Under Buch’s leadership, Maverick Aviation Group has racked up several awards including Operator Safety Award from Helicopter Association International; Diamond Award of Excellence from U.S. Department of Transportation, Federal Aviation Administration; Best Tour Company from Southern Nevada Hotel Concierge Association; “Top 10 Best Helicopter Thrills in the World” from Travel Channel; Certificate of Excellence from TripAdvisor; and many more.

Q. How did you become apart of Maverick Aviation Group?

A. Maverick started in 1995, but the first flight was in summer 1996. For five years, Maverick asked me to come work for them but I went out on my own and did independent consulting work. In December 2000, the director of marketing for Maverick passed away. I said ‘well let me help you’ and Greg said let’s a have a meeting. He said he had a desire to grow the business outside of the local hotel market. We had a great relationship and he made a longtime arrangement that eventually I would have some ownership in the company. So in February 2001, I quit working from home as an independent consultant and had my first day at Maverick as a sales manager/information technology manager, in addition to doing web design. I was a one-stop shop.

Q. How have you seen the company grow?

A. I was the 32nd employee. We now have 350 employees. When I started with Maverick, the company just received its seventh helicopter and now we are at 44 … along with six planes and multiple locations.

Q. Speaking of multiple locations, what can you tell me about the Hawaii expansion?

A. Hawaii has been on our radar since 2006. It’s where Greg originally got into the tour business and his wife has family there. Hawaii is the second biggest helicopter destination in the country for tourism. So it was the evolution of where we would expand our business. We’ve had several offers and opportunities but Hawaii is really the one that we felt that would really round out our customer base.

Q. What do you hope to achieve in the next five to 10 years?

A. Finish the expansion into Hawaii markets with the first being Maui as well as other islands. On top of that continue to build on our products and services that we have here. For years, we have talked about upgrades that need to take place. Currently we are in our renovation of our new facility which will be done in 12 months which is going to expand the services we offer with private space for weddings and banquets.

Q. Out of all of the tours that Maverick offers, which one is your favorite and why?

A. Under the Maverick Airline side, it would be the Canyon Dream because it’s an all-day tour of the national park which includes a ground tour and helicopter tour. As far as the Maverick Helicopter side, my favorite is the Dream Catcher because it returns at sunset and it highlights the Strip turning from day to night. In addition, it gives you the Valley of Fire, which is a longer sightseeing tour.
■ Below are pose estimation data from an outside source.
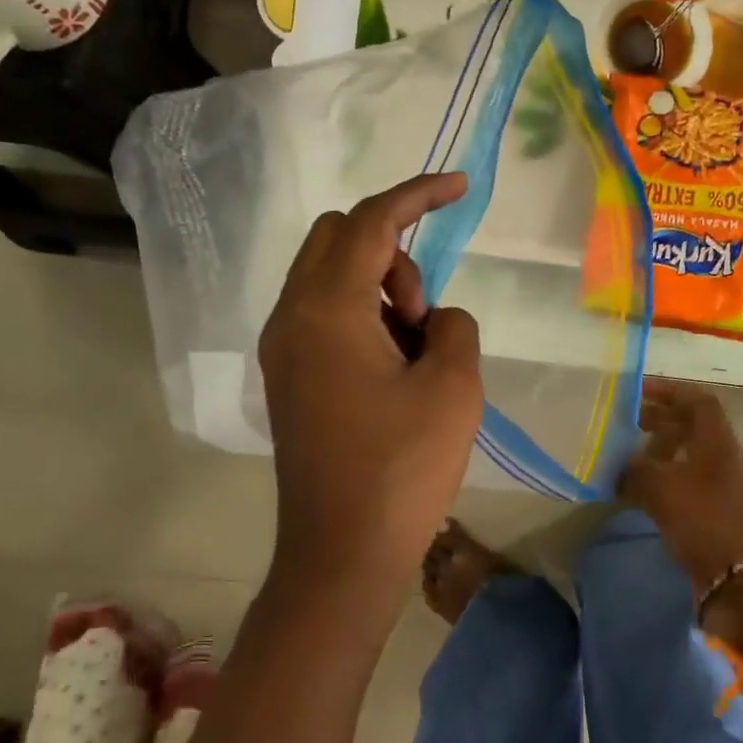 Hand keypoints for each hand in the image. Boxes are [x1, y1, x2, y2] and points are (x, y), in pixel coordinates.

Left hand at [258, 173, 483, 609]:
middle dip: (392, 253)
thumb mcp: (455, 386)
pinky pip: (324, 317)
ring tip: (416, 354)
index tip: (460, 188)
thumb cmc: (403, 468)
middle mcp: (290, 318)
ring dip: (380, 290)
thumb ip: (455, 326)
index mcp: (326, 309)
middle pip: (337, 238)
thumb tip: (434, 321)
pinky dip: (363, 319)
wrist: (343, 554)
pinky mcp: (289, 380)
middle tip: (424, 314)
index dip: (418, 195)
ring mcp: (283, 350)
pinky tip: (394, 371)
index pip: (371, 222)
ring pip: (329, 278)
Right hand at [619, 378, 742, 589]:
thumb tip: (618, 463)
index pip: (697, 401)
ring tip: (621, 461)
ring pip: (683, 462)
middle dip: (657, 423)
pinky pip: (679, 491)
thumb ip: (636, 468)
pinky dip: (656, 487)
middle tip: (622, 426)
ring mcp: (716, 491)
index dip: (669, 391)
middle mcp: (719, 460)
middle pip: (690, 429)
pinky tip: (631, 496)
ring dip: (654, 457)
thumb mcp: (664, 487)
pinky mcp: (709, 519)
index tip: (636, 393)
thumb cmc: (708, 521)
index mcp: (716, 442)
Q. What makes the company’s ECO-Star helicopters different than others?

A. The ECO-Star was the original tour aircraft that most call the A Star. There was a sightseeing tour operator in 2001 that went to the factory and said that they needed something for sightseeing and that was the birth of the re-engineering of the EC-130. Maverick operates more hours on the EC-130 than anybody in the country and one of the achievements that the company did was the re-engineering of the aircraft. We added an anti-vibration system, tinted windows and we worked with the factory to upgrade the air conditioning system. If you look at our oldest aircraft, which is a 2005 version and our newest aircraft, the average person could not tell you the difference between the oldest and newest because every aircraft is maintained and are 100 percent the same.

Q. What do you do in your spare time?

A. Coaching and being involved in my kids sports. To me coaching is a way that I can get out of the day-to-day business world and go out and give back to the kids in the community. When I grew up, I used to have coaches that would only play the favorite kids. One of the biggest things that I do is that no matter the skill set of a player, I give them equal time. If you don’t give them confidence at a young age, then when they get older they are going to be beaten down. It’s a reward to see the smile on kids face who thought they were nothing and they got a chance to shoot a goal or something like that.

Q. Is there anything else you’d like to add?

A. The biggest thing would be my enjoyment of coming to work everyday because we don’t have a stagnant business. Every customer looks for something different or has a different reason on why they are taking an experience with us. For some it’s a bucket list; for some it’s their dream to see the Grand Canyon. At Maverick, we are truly a team. The “I” is not present in the Maverick team. We all understand that without the support of the other person that we would not be the company we are today.